Technical
The current paper pulp moulding industry uses processes that often require large, centralized, high energy consuming plant and equipment to produce low value, visually unattractive products.
Our process overcomes many of these aspects. We have:
- A compact de-centralized industrial process that is energy efficient and very cost effective
- A multi stage process that moulds and produces a finished dried product in situ
- The capability of producing high quality, more intricately shaped paper products
- A diverse range of complex containers for a wide range of product applications
- Makes major savings in process energy use
- The ability to incorporate additives during manufacturing process, such as natural colouring, fire and waterproofing etc.
- On board process Quality Control
NRL can offer a number of services including tooling design and in-house small batch production capability.
Project History
2008 – 2011: IMPP Proof-of-Concept "A new beginning"
- Led by new management (Tony Hardacre and Alan Smith)
- EC FP7 Grant funded proof of concept of moulding principles
- Development project led by PERA
- Initial patents on tooling and moulding filed
- Further equity funding
2011-2013: IMPP Volume Prototyping "Commercial Concept"
- EACI grant funded commercialization of prototype production system
- EACI grant funding on 50% matched funding basis
- ECOIMPPACT consortium comprising Sinfiltrate (NRL), Nibek, and Cartonnage du Roannais (withdrew 2012)
- New patents to be filed on completion of development
- Project concludes May 2014, but commercialisation to start as soon as prototype trials are sufficiently advanced
2013 onwards: Market and Customer Development "Exploitation"
- Developing engagement with "early adopter" customers
- Develop coating and capping solutions with customers
- Build market awareness – brand owner, retailer and consumer level
- Promote technology as a valid alternative to existing container types
- Develop sales pipeline
- Establish relevant engineering partnerships with other packaging equipment providers
EACI Project
The aims of the EASME project were:
- to scale up the original paper moulding process technology, developed in the FP7 project.
- to incorporate additional improvements in environmental performance since the original FP7 laboratory scale work was undertaken.
- to design a novel full scale working demonstration process machine, which met defined performance specifications.
- to create a flexible machine architecture which could accommodate continuing future development of the technology to produce different moulded paper pulp (MPP)products.
- to engage with the market to ensure that the technology met the needs of potential customers and operators of the process machine.
- to establish a full scale process machine incorporating the innovative technology which would be essential for demonstration to potential customers
- to develop relationships with key customers to promote the adoption of the technology cost effectively throughout Europe and worldwide.
Work undertaken
The starting point was a technology which had been demonstrated at laboratory test level and the task was to ensure that it could be commercially engineered. Although the main period of research and developmental innovation had already been achieved, there was nonetheless significant additional development involved in the process of scaling up each part of the process.
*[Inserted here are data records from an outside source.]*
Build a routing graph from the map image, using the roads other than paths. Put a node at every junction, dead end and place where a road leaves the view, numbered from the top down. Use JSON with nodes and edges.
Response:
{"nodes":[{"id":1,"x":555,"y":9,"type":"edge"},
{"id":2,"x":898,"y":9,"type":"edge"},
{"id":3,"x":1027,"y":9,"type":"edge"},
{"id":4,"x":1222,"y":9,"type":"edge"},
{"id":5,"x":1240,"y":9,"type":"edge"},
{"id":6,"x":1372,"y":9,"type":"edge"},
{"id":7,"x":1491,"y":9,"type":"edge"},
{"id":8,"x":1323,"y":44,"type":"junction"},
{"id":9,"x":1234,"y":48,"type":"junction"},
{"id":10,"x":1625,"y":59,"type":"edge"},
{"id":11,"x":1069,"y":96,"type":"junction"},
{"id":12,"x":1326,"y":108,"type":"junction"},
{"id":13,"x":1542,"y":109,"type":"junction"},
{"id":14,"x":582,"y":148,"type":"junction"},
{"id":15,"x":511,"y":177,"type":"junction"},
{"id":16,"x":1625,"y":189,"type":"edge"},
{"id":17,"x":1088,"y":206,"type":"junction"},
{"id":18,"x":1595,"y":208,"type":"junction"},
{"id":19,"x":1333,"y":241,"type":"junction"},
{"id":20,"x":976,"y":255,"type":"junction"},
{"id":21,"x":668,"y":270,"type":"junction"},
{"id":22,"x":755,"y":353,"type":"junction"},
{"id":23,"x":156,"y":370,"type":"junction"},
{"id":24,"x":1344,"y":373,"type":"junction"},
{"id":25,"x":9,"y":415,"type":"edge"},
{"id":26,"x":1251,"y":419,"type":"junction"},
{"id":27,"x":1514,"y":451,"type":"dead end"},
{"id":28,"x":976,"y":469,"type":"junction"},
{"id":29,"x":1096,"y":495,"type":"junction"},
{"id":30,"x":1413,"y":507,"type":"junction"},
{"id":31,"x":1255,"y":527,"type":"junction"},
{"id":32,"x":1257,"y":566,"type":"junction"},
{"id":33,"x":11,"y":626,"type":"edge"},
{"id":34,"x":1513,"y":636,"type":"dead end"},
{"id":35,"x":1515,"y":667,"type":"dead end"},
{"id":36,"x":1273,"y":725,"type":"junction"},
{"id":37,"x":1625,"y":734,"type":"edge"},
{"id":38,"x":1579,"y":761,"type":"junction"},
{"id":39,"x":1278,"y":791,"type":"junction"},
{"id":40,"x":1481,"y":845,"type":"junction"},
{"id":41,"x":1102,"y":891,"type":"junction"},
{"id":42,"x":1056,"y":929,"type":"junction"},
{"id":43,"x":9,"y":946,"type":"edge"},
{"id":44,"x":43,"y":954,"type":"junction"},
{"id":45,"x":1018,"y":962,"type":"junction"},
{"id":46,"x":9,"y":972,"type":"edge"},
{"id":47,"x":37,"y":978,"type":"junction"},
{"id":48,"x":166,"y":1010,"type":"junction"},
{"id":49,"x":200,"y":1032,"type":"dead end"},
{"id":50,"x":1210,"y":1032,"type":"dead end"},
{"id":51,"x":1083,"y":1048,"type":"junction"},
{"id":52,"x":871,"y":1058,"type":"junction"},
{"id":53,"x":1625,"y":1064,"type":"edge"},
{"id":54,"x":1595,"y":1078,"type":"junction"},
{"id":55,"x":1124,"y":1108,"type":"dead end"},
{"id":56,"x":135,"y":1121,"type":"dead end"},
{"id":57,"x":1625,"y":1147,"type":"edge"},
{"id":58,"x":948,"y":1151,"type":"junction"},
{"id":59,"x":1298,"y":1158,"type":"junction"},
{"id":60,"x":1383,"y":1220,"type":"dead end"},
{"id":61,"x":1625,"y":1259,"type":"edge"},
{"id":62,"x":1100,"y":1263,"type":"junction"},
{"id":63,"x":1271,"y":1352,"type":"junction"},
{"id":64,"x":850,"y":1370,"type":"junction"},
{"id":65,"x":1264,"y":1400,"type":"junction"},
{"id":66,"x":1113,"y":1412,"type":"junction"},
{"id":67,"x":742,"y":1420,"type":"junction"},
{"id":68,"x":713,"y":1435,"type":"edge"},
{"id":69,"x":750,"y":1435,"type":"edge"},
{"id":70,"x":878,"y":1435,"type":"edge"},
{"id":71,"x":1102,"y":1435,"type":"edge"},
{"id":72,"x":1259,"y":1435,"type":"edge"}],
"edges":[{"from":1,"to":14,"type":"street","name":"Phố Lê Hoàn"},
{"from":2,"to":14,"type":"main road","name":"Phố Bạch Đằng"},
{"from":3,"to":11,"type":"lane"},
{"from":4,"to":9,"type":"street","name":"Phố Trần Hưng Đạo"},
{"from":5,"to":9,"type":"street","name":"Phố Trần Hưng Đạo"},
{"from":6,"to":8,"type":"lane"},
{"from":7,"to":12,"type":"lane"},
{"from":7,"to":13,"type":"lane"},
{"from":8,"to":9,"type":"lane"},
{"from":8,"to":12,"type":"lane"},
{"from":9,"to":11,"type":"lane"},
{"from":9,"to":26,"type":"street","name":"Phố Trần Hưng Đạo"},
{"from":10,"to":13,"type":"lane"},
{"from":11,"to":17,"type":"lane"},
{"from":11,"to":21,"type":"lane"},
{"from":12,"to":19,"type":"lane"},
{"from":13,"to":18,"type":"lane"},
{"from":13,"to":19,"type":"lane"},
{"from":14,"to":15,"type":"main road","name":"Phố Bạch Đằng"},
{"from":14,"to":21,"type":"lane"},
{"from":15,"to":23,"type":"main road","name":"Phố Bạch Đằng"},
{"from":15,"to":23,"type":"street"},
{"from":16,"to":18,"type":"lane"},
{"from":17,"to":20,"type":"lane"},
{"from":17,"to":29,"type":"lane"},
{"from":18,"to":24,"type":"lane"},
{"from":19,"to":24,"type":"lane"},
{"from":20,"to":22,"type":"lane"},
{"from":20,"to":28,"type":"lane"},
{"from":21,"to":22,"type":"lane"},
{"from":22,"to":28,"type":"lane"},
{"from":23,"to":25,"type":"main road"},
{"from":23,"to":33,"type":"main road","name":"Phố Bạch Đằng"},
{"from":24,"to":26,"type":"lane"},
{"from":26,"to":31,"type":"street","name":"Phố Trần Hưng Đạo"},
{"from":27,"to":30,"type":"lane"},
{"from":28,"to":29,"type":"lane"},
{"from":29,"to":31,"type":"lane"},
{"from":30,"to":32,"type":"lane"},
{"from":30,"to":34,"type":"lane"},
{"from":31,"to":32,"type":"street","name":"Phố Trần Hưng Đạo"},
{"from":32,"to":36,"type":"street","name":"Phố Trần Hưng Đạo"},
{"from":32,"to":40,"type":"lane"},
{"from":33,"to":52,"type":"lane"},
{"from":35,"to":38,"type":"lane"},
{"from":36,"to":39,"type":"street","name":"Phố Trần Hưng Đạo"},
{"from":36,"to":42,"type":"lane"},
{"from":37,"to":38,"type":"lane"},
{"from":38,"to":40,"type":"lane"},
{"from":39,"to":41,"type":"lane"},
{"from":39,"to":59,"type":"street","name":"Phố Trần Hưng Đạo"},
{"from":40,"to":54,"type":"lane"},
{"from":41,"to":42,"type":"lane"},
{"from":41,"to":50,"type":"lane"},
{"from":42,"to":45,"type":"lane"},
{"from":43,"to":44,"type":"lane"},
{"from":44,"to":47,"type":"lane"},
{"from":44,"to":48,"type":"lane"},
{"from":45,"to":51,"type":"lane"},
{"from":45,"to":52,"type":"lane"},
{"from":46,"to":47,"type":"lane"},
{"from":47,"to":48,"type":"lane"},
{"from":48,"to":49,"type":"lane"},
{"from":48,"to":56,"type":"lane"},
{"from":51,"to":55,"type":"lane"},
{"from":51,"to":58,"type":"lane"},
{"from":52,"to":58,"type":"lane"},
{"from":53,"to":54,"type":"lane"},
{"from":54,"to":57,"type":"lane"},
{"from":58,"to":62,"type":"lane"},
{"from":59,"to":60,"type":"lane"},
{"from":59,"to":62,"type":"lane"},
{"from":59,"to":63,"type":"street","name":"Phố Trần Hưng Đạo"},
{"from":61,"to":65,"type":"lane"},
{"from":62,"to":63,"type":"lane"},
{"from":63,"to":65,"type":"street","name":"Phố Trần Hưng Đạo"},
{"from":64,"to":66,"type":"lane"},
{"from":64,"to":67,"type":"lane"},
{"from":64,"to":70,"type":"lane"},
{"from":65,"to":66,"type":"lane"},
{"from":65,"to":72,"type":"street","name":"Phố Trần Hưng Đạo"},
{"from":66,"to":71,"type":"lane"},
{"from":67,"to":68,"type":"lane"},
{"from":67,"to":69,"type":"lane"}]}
The overall process was divided into a series of sub-stages, which had to be individually optimised during the EASME project. This was necessary so that the process as a whole is efficient and can achieve the overall performance of the full scale machine, capable of reliably delivering of 8 million units of MPP products per year. The concept of ‘process work stations’ at which each of the sub-stages operates was developed.
The original project specification focussed upon the production of one litre paper bottles manufactured in a single process operation. This machine architecture also had to meet the objective of flexibility in accommodating continuing future development of the technology to produce a range of different MPP products.
During the project, the design was completed and a full scale demonstration machine was constructed. An extended period of testing of each sub-stage was undertaken, allowing for operational optimisation. This was satisfactorily concluded with confirmation of the potential of the machine to produce the target throughput of 8 million bottles per year.
Results
All the aims of the project were substantially achieved. In particular:
- The technology has been successfully incorporated into a commercially viable machine capable of producing cost competitive paper bottles at the required rate of 8 million units per year.
- This machine is highly novel in both its design and operation.
- The market will require bottles of different shapes and sizes, other than one litre bottles of a single shape. The technology can accommodate this flexibility within a reasonable range.
- With some adaptation, the technology can allow the production of other types of paper packaging, a demonstration machine has been established which is essential for ongoing marketing of the technology.
- The groundwork has been laid for penetration into both the bottle market and, with continuing development, into wider areas of packaging.
- The success achieved in the technical development of the machine has enabled significant advances to be made in marketing of the product and interaction with potential customers.
- This has led to the signing of an agreement with a major European brand name to collaborate in development of future products. Discussions are also under way with other multinationals who are keen to incorporate our technology into their product lines.
- The EASME funding has been essential in enabling these technical and marketing aims to be achieved. Furthermore it has enabled a commercial strategy to be developed to promote the technology into wider market sectors and geographic areas.